(MATERIAL TO PROCESS Opens)

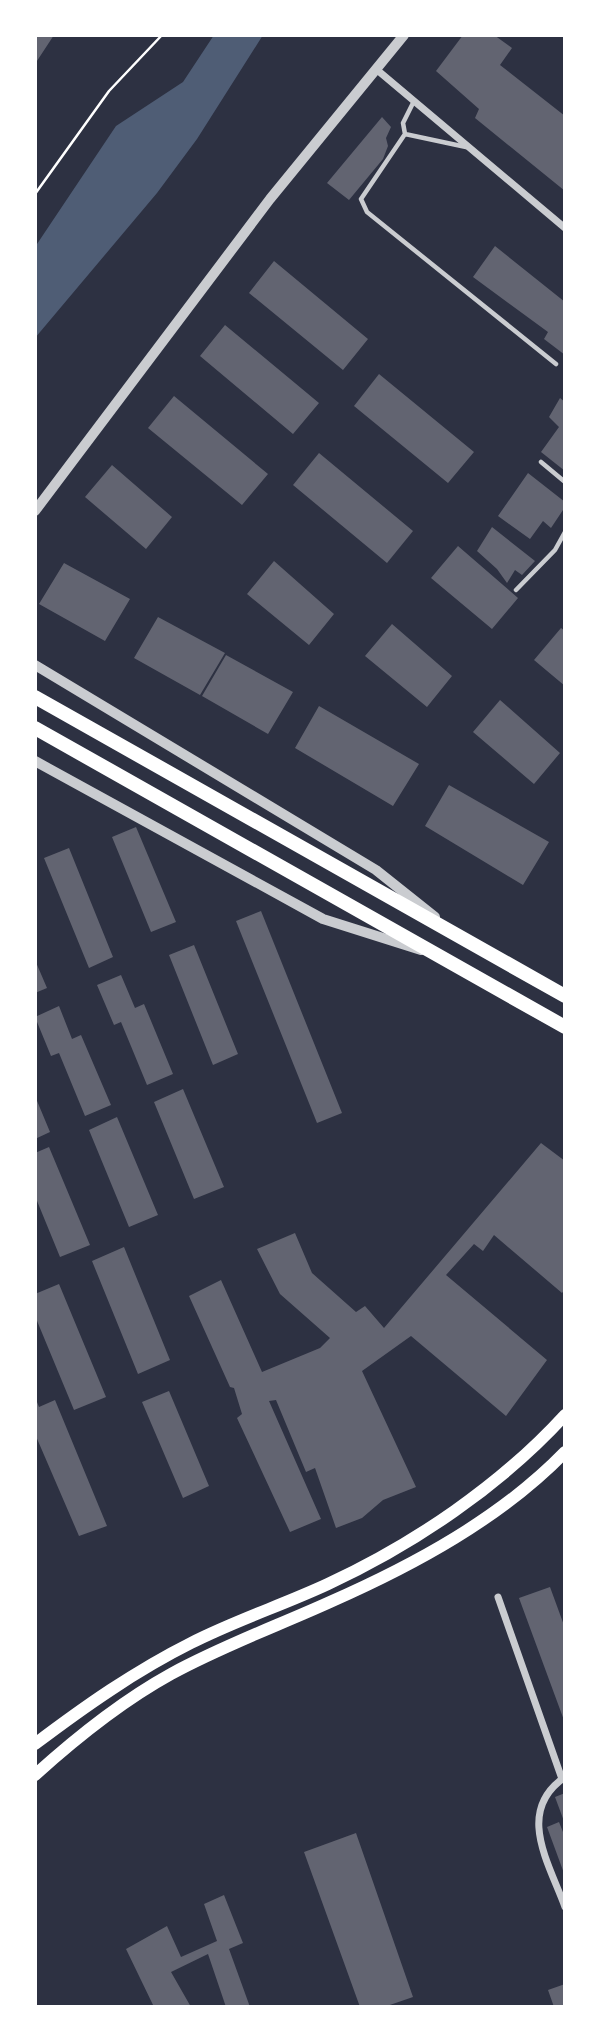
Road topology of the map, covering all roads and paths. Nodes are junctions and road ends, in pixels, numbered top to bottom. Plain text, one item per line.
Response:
1 (162, 35) edge
2 (404, 35) edge
3 (376, 69) junction
4 (414, 101) junction
5 (405, 134) junction
6 (470, 147) junction
7 (35, 194) edge
8 (565, 228) edge
9 (556, 364) dead end
10 (541, 462) dead end
11 (565, 482) edge
12 (35, 511) edge
13 (565, 532) edge
14 (516, 590) dead end
15 (35, 666) edge
16 (35, 697) edge
17 (35, 728) edge
18 (35, 761) edge
19 (462, 939) junction
20 (447, 959) junction
21 (565, 996) edge
22 (565, 1027) edge
23 (565, 1415) edge
24 (565, 1452) edge
25 (498, 1597) dead end
26 (35, 1744) edge
27 (35, 1775) edge
28 (564, 1778) edge
29 (565, 1907) edge

1 - 7 path
2 - 3 street
3 - 4 street
3 - 12 street
4 - 5 lane
4 - 6 street
5 - 6 lane
5 - 9 lane
6 - 8 street
10 - 11 lane
13 - 14 lane
15 - 19 street
16 - 19 main road
17 - 20 main road
18 - 20 street
19 - 21 main road
20 - 22 main road
23 - 26 main road
24 - 27 main road
25 - 28 street
28 - 29 street

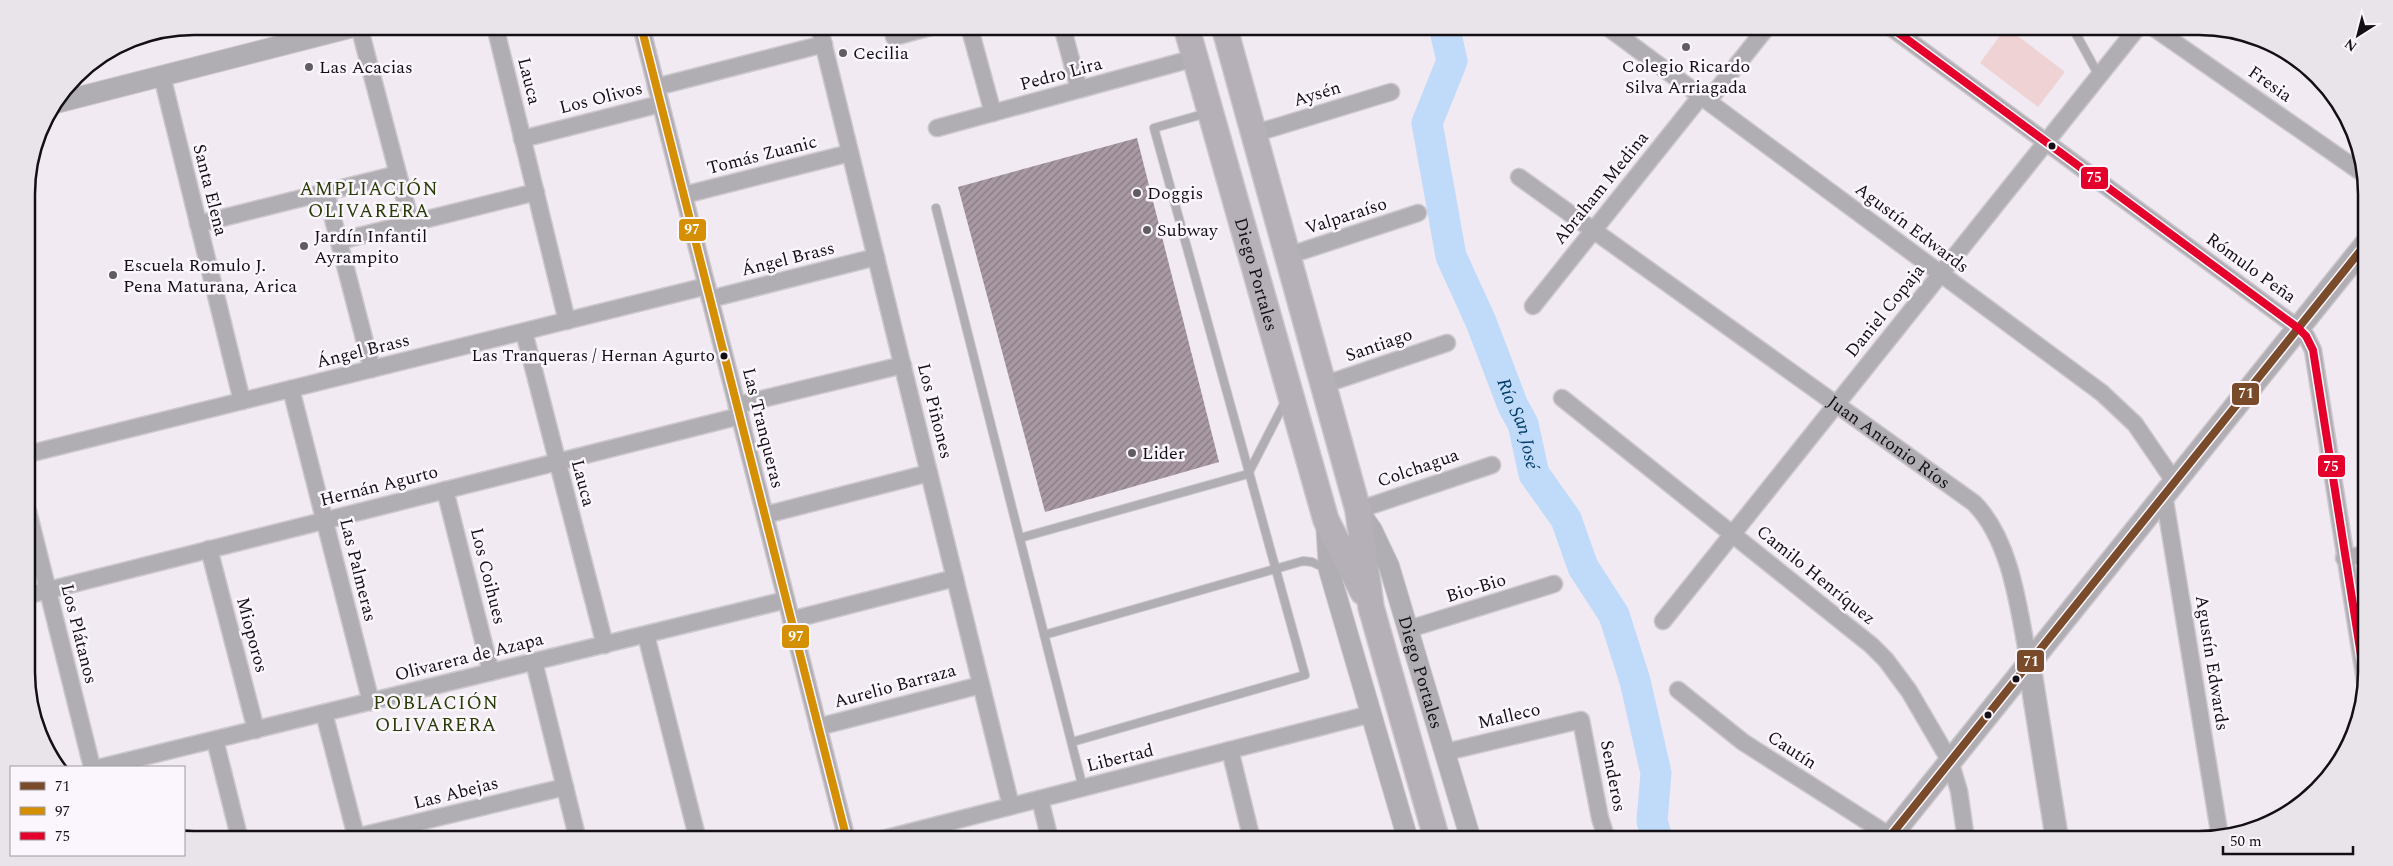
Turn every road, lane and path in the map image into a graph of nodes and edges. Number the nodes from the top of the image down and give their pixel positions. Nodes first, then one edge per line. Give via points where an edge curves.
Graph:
1 (304, 35) edge
2 (360, 35) edge
3 (497, 35) edge
4 (643, 35) edge
5 (822, 35) edge
6 (901, 35) edge
7 (971, 35) edge
8 (1064, 35) edge
9 (1189, 35) edge
10 (1226, 35) edge
11 (1618, 35) edge
12 (1760, 35) edge
13 (1900, 35) edge
14 (2077, 35) edge
15 (2132, 35) edge
16 (2164, 35) edge
17 (894, 37) dead end
18 (824, 44) junction
19 (1195, 58) junction
20 (162, 76) junction
21 (2099, 76) junction
22 (656, 87) junction
23 (1079, 90) junction
24 (1392, 92) dead end
25 (1704, 98) junction
26 (66, 101) edge
27 (1244, 101) junction
28 (660, 104) junction
29 (1210, 112) junction
30 (993, 113) junction
31 (937, 128) dead end
32 (1253, 134) junction
33 (522, 139) junction
34 (2046, 142) junction
35 (850, 153) junction
36 (2356, 168) edge
37 (398, 174) junction
38 (1518, 177) dead end
39 (326, 192) junction
40 (536, 192) junction
41 (684, 195) junction
42 (936, 208) dead end
43 (1418, 213) dead end
44 (411, 223) junction
45 (198, 224) junction
46 (1593, 231) junction
47 (339, 241) junction
48 (2358, 255) edge
49 (1287, 256) junction
50 (876, 258) junction
51 (1940, 274) junction
52 (708, 293) junction
53 (1533, 306) dead end
54 (567, 321) junction
55 (2298, 328) junction
56 (524, 332) junction
57 (1447, 343) dead end
58 (903, 366) junction
59 (372, 369) junction
60 (1323, 385) junction
61 (291, 389) junction
62 (1290, 392) junction
63 (1562, 398) dead end
64 (242, 401) junction
65 (1836, 405) junction
66 (738, 411) junction
67 (35, 452) edge
68 (557, 462) junction
69 (1492, 465) dead end
70 (929, 473) junction
71 (1248, 474) junction
72 (2169, 488) junction
73 (445, 490) junction
74 (1358, 510) junction
75 (764, 515) junction
76 (325, 520) junction
77 (1326, 520) junction
78 (1733, 533) junction
79 (1020, 538) junction
80 (35, 539) edge
81 (209, 550) junction
82 (2358, 555) edge
83 (2344, 558) junction
84 (1275, 570) junction
85 (1329, 570) junction
86 (955, 578) junction
87 (1554, 584) dead end
88 (48, 590) junction
89 (35, 593) edge
90 (786, 600) junction
91 (1371, 608) junction
92 (791, 620) junction
93 (1663, 621) dead end
94 (1410, 629) junction
95 (646, 635) junction
96 (1044, 635) junction
97 (2358, 640) edge
98 (605, 645) junction
99 (534, 662) junction
100 (2028, 664) junction
101 (491, 672) junction
102 (981, 684) junction
103 (1678, 690) dead end
104 (371, 702) junction
105 (324, 713) junction
106 (1371, 714) junction
107 (1581, 720) joint
108 (818, 727) junction
109 (256, 730) junction
110 (215, 740) junction
111 (1072, 742) junction
112 (1230, 750) junction
113 (1446, 752) junction
114 (1950, 761) junction
115 (92, 766) edge
116 (106, 766) edge
117 (565, 787) junction
118 (1083, 788) junction
119 (1040, 798) junction
120 (1011, 806) junction
121 (2219, 830) edge
122 (238, 831) edge
123 (355, 831) edge
124 (386, 831) edge
125 (576, 831) edge
126 (696, 831) edge
127 (845, 831) edge
128 (942, 831) edge
129 (1048, 831) edge
130 (1250, 831) edge
131 (1405, 831) edge
132 (1434, 831) edge
133 (1468, 831) edge
134 (1604, 831) edge
135 (1878, 831) edge
136 (1895, 831) edge
137 (1965, 831) edge
138 (2056, 831) edge

1 - 20 street
2 - 37 street
3 - 33 street, Lauca
4 - 22 street, Las Tranqueras
5 - 18 street, Los Piñones
6 - 17 street
7 - 30 street
8 - 23 street
9 - 19 main road, Diego Portales
10 - 27 main road, Diego Portales
11 - 25 street, Agustín Edwards
12 - 25 street, Abraham Medina
13 - 34 street, Rómulo Peña
14 - 21 lane
15 - 21 street, Daniel Copaja
16 - 36 street, Fresia
18 - 22 street, Los Olivos
18 - 35 street, Los Piñones
19 - 23 street, Pedro Lira
19 - 29 main road, Diego Portales
20 - 26 street
20 - 45 street, Santa Elena
21 - 34 street, Daniel Copaja
22 - 28 street, Las Tranqueras
23 - 30 street, Pedro Lira
24 - 32 street, Aysén
25 - 46 street, Abraham Medina
25 - 51 street, Agustín Edwards
27 - 29 main road
27 - 32 main road, Diego Portales
28 - 33 street, Los Olivos
28 - 41 street, Las Tranqueras
29 - 62 main road, Diego Portales
29 - 71 lane via 1154,128
30 - 31 street, Pedro Lira
32 - 49 main road, Diego Portales
33 - 40 street, Lauca
34 - 51 street, Daniel Copaja
34 - 55 street, Rómulo Peña
35 - 41 street, Tomás Zuanic
35 - 50 street, Los Piñones
37 - 39 street
37 - 44 street
38 - 46 street, Juan Antonio Ríos
39 - 45 street
39 - 47 street
40 - 44 street
40 - 54 street, Lauca
41 - 52 street, Las Tranqueras
42 - 79 lane
43 - 49 street, Valparaíso
44 - 47 street
45 - 64 street, Santa Elena
46 - 53 street, Abraham Medina
46 - 65 street, Juan Antonio Ríos
47 - 59 street
48 - 55 main road
49 - 60 main road, Diego Portales
50 - 52 street, Ángel Brass
50 - 58 street, Los Piñones
51 - 65 street, Daniel Copaja
51 - 72 street, Agustín Edwards via 2115,404 2146,438
52 - 54 street, Ángel Brass
52 - 66 street, Las Tranqueras
54 - 56 street, Ángel Brass
55 - 72 main road
55 - 83 street, Rómulo Peña via 2313,350
56 - 59 street, Ángel Brass
56 - 68 street, Lauca
57 - 60 street, Santiago
58 - 66 street, Hernán Agurto
58 - 70 street, Los Piñones
59 - 61 street, Ángel Brass
60 - 74 main road, Diego Portales
61 - 64 street, Ángel Brass
61 - 76 street, Las Palmeras
62 - 71 lane
62 - 77 main road, Diego Portales
63 - 78 street, Camilo Henríquez
64 - 67 street, Ángel Brass
65 - 78 street, Daniel Copaja
65 - 100 street, Juan Antonio Ríos via 1964,495 1986,517 2004,550
66 - 68 street, Hernán Agurto
66 - 75 street, Las Tranqueras
68 - 73 street, Hernán Agurto
68 - 98 street, Lauca
69 - 74 street, Colchagua
70 - 75 street
70 - 86 street, Los Piñones
71 - 79 lane
71 - 84 lane
72 - 100 main road
72 - 121 street, Agustín Edwards
73 - 76 street, Hernán Agurto
73 - 101 street, Los Coihues
74 - 91 main road, Diego Portales
74 - 94 street, Diego Portales via 1381,547
75 - 90 street, Las Tranqueras
76 - 81 street, Hernán Agurto
76 - 104 street, Las Palmeras
77 - 85 street, Diego Portales
77 - 91 main road, Diego Portales
78 - 93 street, Daniel Copaja
78 - 114 street, Camilo Henríquez via 1886,660 1909,691
79 - 96 lane
80 - 88 street, Los Plátanos
81 - 88 street, Hernán Agurto
81 - 109 street, Mioporos
82 - 83 street
83 - 97 street, Rómulo Peña
84 - 85 lane via 1303,561
84 - 96 lane
84 - 111 lane via 1305,675
85 - 106 street, Diego Portales
86 - 92 street
86 - 102 street, Los Piñones
87 - 94 street, Bio-Bio
88 - 89 street, Hernán Agurto
88 - 115 street, Los Plátanos
90 - 92 street, Las Tranqueras
90 - 95 street, Olivarera de Azapa
91 - 132 main road, Diego Portales
92 - 108 street, Las Tranqueras
94 - 113 street, Diego Portales
95 - 98 street, Olivarera de Azapa
95 - 126 street
96 - 111 lane
98 - 99 street, Olivarera de Azapa
99 - 101 street, Olivarera de Azapa
99 - 117 street
100 - 114 main road
100 - 138 main road, Juan Antonio Ríos
101 - 104 street, Olivarera de Azapa
102 - 108 street, Aurelio Barraza
102 - 120 street, Los Piñones
103 - 135 street, Cautín via 1744,742
104 - 105 street, Olivarera de Azapa
105 - 109 street, Olivarera de Azapa
105 - 123 street
106 - 112 street, Libertad
106 - 131 street, Diego Portales
107 - 113 street, Malleco
107 - 134 street, Senderos
108 - 127 street, Las Tranqueras
109 - 110 street, Olivarera de Azapa
110 - 116 street, Olivarera de Azapa
110 - 122 street
111 - 118 lane
112 - 118 street, Libertad
112 - 130 street
113 - 133 street, Diego Portales
114 - 136 main road
114 - 137 street, Camilo Henríquez via 1958,786
117 - 124 street, Las Abejas
117 - 125 street
118 - 119 street, Libertad
119 - 120 street, Libertad
119 - 129 street
120 - 128 street, Libertad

(MATERIAL TO PROCESS Closes)

WORK ORDER: Where a line of the listing holds the string "Libertad", copy that line.

ANSWER TO THIS PROBLEM:
106 - 112 street, Libertad
112 - 118 street, Libertad
118 - 119 street, Libertad
119 - 120 street, Libertad
120 - 128 street, Libertad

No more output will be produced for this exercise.